Wpis z mikrobloga

Wiecie co jest najgorsze w narkotykach? To że są zajebiste. Świadczy o tym fakt że nikt od nich nie może odejść. Mogą niszczyć Ci organizm, rodzinę a i tak ciężko się od nich uwolnić. Jak miałem 14 lat i pierwszy raz jak zapaliłem to stwierdziłem że tylko debil wolałby alkohol zamiast marihuany. Różnica między tymi dwoma używkami była kosmiczna. Zupełnie nowe doznania. 2 lata później przeprowadziłem się do większego miasta, zmieniłem towarzystwo i przestałem palić. Dostałem się do dobrego liceum. Ostatnio nastąpił kolejny przełom. Spróbowałem opiatów i mdma. Różnica między nimi a marihuaną jest taka sama jak między marihuaną a alko.

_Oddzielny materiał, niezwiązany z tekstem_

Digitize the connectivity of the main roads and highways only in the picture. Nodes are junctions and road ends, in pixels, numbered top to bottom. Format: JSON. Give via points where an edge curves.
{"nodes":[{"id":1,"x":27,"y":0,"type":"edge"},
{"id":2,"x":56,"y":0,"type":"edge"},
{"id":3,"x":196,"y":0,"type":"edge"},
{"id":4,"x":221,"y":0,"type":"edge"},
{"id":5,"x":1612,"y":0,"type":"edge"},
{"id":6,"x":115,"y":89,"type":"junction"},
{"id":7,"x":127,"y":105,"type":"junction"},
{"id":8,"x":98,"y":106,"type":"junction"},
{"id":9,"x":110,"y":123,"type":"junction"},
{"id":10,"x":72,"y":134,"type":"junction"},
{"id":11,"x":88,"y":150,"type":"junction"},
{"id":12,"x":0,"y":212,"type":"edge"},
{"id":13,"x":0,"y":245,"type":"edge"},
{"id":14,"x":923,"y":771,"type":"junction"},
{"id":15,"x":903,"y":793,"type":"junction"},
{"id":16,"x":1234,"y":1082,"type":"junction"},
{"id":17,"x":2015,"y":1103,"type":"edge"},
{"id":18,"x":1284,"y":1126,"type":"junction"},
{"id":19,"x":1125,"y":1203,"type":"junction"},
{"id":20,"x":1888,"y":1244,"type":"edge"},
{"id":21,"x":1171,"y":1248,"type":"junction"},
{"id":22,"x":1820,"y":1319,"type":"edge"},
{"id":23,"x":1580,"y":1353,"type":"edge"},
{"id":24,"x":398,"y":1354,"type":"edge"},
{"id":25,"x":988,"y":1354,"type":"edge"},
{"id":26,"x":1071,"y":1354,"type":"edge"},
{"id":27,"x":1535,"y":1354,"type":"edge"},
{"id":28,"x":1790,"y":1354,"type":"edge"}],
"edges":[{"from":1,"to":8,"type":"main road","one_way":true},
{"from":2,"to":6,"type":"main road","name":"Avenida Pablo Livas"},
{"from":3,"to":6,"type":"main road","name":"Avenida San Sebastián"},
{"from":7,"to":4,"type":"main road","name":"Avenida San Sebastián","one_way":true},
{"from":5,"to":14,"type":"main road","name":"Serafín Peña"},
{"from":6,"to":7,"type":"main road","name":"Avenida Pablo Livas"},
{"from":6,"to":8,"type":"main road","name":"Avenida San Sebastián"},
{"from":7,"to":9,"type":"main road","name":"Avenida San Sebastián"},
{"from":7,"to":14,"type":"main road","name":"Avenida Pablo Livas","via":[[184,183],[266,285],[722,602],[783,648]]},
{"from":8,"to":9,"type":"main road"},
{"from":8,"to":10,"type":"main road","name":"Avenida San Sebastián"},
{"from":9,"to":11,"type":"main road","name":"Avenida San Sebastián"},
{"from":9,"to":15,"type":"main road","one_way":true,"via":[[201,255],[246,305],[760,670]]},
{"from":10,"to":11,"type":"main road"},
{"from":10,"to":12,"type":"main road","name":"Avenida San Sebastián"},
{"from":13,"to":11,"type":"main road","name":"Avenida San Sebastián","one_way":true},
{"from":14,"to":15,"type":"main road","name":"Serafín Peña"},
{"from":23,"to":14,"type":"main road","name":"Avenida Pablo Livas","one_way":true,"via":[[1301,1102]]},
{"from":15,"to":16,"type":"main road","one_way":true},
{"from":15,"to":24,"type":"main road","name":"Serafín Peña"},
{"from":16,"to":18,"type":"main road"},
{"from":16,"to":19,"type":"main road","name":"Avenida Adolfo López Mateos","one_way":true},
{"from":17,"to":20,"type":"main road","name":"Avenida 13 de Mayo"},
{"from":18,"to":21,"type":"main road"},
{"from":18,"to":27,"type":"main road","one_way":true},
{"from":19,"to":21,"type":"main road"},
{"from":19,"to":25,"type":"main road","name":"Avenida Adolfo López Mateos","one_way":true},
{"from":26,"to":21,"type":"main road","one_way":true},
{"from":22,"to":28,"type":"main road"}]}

W przypadku mdma stałem się bardziej otwarty na ludzi. Od 22 do 5 rano nie zszedłem z parkietu. Poznałem masę ludzi, z każdym fajnie mi się rozmawiało. Extazy w ogóle nie siadło mi na mózgu. Nie zachowywałem się dziwnie. Po prostu miałem na wszystko ochotę. Jak słyszę gdy ktoś z kieliszkiem wódki w ręce mówi że narkotyki to #!$%@? i #!$%@? to dochodzę do wniosku że nie ma na ich temat żadnego pojęcia. Problemem narkotyków jest to że usuwają problemy tylko z naszych głów i że są najlepszą rzeczą na świecie.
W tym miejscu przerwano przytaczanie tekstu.